Dystopie allemande
• Elena Fritz revient sur l'affaire du sabotage du 'NordStream', qui fit grands bruit et grand plouf à l'époque. • La vérité de la servilité allemande pour l'empire en cours d'effondrement nous est présentée, nue comme le roi.____________________
07 mai 2026 (19H00) - La photo que le site 'euro-synergies.hautetfort.com' a placé en tête de sa reprise en français en date du 6 mai 2026 d'un article d'Elena Fritz sur son fil 'Telegram' (' globalaffairs by elena', le 4 mai 2026 pour l'original allemand) est en soi toute une histoire, celle que rapporte Fritz dans son commentaire d'un article du 'Neue Zürcher Zeitung' (NZZ). La photo montre un immense (par la taille) Merz regardant avec une fidèle tendresse un minuscule Zelenski, la tête levée jusqu'à menacer l'élancement superbe de son cou pourtant bien assuré, transmettant à l'"immense Merz" ses dernières consignes pour l'exercice de la fidélité du soutien allemand.
Ainsi Elena décrypte-t-elle dans NZZ le soutien effectivement fidèle que Friedrich Merz, occupant la position du médiocre Sholtz, apporte à l'Ukraine contre toute la logique des intérêts allemands. Nous sommes bien peu instruits de la langue germanique mais cette traduction, via 'Google Traduction', du titre original de l'article nous paraît parfaitement approprié, et à la photo, et au texte d'Elena Fritz :
"Deutschland kuscht vor Kiew - und Nord Stream wird zum Testfall deutscher Staatlichkeit.""L'Allemagne s'incline devant Kiev - et Nord Stream devient un cas d'école pour la souveraineté allemande."
Le facteur le plus remarquable de ce commentaire, qui ne fait que confirmer ce qui constituait un doute évident pour tout esprit indépendant (voir la jubilation de Victoria Nuland proclamant devant le Congrès la nouvelle de la pulvérisation de NordStreau pendant que le fidèle Polonais Sikorski tweetait : " Thank you, America"), c'est l'observation de cette autre évidence que bien peu ont à l'esprit :
"Cela crée une forme dangereuse de désarmement politique vis-à-vis de l'extérieur. L'Allemagne doit devenir plus forte militairement, mais ne pas déployer de stratégie. Elle doit payer, livrer, produire et assumer des risques, tandis que la ligne de conduite reste définie outre-atlantique."

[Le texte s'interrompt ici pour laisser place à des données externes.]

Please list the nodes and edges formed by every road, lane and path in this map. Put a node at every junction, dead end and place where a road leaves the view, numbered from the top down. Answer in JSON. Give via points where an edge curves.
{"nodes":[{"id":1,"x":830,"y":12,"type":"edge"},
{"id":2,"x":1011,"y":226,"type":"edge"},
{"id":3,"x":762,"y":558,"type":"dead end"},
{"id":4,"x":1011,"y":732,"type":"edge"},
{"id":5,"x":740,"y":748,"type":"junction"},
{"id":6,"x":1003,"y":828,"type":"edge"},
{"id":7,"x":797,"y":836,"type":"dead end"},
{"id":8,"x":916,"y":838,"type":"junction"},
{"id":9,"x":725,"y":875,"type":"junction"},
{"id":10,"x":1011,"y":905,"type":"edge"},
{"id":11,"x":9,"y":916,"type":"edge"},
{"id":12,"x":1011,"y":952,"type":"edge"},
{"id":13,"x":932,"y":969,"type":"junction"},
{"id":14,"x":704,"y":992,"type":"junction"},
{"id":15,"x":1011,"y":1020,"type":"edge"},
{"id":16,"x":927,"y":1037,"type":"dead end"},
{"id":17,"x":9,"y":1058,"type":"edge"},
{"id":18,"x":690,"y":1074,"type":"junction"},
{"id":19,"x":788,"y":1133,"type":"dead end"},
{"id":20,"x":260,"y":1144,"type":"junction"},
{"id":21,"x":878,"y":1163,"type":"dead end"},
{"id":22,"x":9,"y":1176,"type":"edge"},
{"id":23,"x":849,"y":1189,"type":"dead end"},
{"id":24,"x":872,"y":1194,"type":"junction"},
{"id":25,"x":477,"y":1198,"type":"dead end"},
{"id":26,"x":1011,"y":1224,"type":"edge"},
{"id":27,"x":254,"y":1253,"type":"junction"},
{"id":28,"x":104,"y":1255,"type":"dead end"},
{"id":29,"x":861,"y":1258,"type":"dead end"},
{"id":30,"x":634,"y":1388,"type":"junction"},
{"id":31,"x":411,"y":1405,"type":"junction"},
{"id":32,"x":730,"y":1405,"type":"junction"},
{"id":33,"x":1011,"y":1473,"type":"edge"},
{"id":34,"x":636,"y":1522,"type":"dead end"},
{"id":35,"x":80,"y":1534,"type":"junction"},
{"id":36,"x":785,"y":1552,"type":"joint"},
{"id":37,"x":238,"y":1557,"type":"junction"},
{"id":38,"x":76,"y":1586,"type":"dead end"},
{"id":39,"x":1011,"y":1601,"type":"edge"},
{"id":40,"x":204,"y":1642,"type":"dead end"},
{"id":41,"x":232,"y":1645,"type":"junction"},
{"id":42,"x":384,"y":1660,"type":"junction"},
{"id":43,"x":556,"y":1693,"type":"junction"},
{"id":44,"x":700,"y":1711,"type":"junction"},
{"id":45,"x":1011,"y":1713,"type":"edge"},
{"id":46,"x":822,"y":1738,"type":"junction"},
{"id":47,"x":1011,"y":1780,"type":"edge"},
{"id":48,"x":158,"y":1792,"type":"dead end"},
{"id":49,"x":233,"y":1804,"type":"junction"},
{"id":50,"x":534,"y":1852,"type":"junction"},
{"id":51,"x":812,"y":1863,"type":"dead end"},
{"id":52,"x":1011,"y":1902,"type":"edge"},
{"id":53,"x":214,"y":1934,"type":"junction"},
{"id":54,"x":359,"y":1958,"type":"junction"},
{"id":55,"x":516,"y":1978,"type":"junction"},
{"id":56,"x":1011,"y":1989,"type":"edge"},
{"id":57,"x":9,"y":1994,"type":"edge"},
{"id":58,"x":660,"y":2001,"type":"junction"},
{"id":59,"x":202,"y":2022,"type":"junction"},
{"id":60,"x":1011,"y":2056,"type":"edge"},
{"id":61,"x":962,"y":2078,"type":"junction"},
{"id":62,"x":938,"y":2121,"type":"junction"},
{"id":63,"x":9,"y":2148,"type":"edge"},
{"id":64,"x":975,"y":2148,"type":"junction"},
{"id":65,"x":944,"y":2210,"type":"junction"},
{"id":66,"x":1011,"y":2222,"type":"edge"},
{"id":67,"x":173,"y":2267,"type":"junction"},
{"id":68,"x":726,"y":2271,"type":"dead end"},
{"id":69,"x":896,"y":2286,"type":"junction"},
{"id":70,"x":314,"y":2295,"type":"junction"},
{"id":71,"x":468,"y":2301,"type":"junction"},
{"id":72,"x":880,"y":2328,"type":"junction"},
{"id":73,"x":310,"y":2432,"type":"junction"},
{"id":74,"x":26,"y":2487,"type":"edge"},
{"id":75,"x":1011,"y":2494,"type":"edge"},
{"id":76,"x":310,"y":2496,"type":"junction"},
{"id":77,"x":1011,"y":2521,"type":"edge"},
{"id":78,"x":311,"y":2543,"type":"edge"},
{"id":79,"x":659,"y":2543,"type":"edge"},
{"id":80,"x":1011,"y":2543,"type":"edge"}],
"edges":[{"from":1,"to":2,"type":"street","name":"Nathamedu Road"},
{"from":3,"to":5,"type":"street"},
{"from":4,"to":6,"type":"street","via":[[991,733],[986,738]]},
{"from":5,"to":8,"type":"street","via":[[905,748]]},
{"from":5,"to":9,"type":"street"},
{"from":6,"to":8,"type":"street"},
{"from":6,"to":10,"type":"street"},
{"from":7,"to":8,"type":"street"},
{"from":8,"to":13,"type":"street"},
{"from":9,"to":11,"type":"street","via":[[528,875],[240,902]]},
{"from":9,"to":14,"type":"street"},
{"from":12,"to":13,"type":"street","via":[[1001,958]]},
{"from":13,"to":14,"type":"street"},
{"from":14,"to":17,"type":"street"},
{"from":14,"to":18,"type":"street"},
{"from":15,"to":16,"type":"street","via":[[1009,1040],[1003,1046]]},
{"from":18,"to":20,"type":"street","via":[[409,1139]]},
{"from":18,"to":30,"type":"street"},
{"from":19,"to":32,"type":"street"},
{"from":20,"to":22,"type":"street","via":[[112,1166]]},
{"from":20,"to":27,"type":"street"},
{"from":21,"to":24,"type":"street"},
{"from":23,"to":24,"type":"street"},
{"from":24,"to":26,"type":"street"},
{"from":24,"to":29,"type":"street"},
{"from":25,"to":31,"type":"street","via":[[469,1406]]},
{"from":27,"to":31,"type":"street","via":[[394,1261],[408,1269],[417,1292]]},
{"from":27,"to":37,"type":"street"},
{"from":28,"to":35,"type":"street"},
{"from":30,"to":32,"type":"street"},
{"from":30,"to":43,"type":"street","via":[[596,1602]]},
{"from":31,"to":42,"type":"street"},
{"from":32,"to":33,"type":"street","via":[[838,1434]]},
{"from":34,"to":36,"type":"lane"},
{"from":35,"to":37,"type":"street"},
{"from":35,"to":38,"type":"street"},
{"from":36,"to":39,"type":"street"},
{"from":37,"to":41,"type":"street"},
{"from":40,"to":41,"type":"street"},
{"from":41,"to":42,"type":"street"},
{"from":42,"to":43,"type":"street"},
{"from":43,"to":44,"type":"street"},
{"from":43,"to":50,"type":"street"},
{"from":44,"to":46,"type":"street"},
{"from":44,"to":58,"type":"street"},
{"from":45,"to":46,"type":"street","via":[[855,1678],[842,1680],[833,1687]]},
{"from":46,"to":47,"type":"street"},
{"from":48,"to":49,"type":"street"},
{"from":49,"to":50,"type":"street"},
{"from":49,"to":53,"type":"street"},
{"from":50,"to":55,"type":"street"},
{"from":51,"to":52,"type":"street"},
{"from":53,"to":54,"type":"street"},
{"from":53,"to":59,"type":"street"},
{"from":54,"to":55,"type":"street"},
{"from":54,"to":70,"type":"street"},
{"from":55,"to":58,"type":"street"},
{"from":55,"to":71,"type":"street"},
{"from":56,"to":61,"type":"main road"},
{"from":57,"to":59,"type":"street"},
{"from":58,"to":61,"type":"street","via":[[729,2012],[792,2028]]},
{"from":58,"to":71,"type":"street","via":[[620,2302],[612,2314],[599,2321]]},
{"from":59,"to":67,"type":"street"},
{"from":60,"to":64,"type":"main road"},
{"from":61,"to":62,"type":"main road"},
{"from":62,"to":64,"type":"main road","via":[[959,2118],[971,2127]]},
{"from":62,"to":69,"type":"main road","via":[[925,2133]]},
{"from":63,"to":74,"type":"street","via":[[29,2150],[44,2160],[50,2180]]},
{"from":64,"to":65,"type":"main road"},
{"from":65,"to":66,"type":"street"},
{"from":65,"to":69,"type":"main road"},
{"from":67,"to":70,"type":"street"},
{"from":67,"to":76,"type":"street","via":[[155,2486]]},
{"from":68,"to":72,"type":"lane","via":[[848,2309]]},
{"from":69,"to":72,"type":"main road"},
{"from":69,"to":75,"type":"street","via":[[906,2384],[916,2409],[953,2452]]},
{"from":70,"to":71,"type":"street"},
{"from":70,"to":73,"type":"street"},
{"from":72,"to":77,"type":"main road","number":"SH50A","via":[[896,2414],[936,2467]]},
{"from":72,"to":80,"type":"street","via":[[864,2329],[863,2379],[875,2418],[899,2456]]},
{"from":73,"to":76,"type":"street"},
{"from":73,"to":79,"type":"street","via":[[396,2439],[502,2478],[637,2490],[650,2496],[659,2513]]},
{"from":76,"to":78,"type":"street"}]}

... Cela, au moment où le producteur universel de "lignes de conduite", à Washington D.C., nous offre le spectacle de l'effondrement d'un empire conduit par un fou enfermé dans sa ' Fantasy' Epsteinienne, comme s'il conduisait avec autorité son paquebot cap joyeusement droit sur un iceberg. Chacun sait que lorsqu'un empire s'effondre sous les acclamations du fou qui le dirige, les "lignes de conduite" se brouillent jusqu'à se nouer en un nœud gordien qu'aucun glaive n'est plus capable de trancher.
Le 'Titanic' coule et, fidèlement, ses divers escorteurs équipés des systèmes de missiles AEGIS font de même, également fidèlement pour leur compte. Ainsi est-ce une chaîne sans fin de fidélités des uns par rapport aux autres jusqu'à ce que le glacial océan, semé d'icebergs, se referme et ficelle le tout.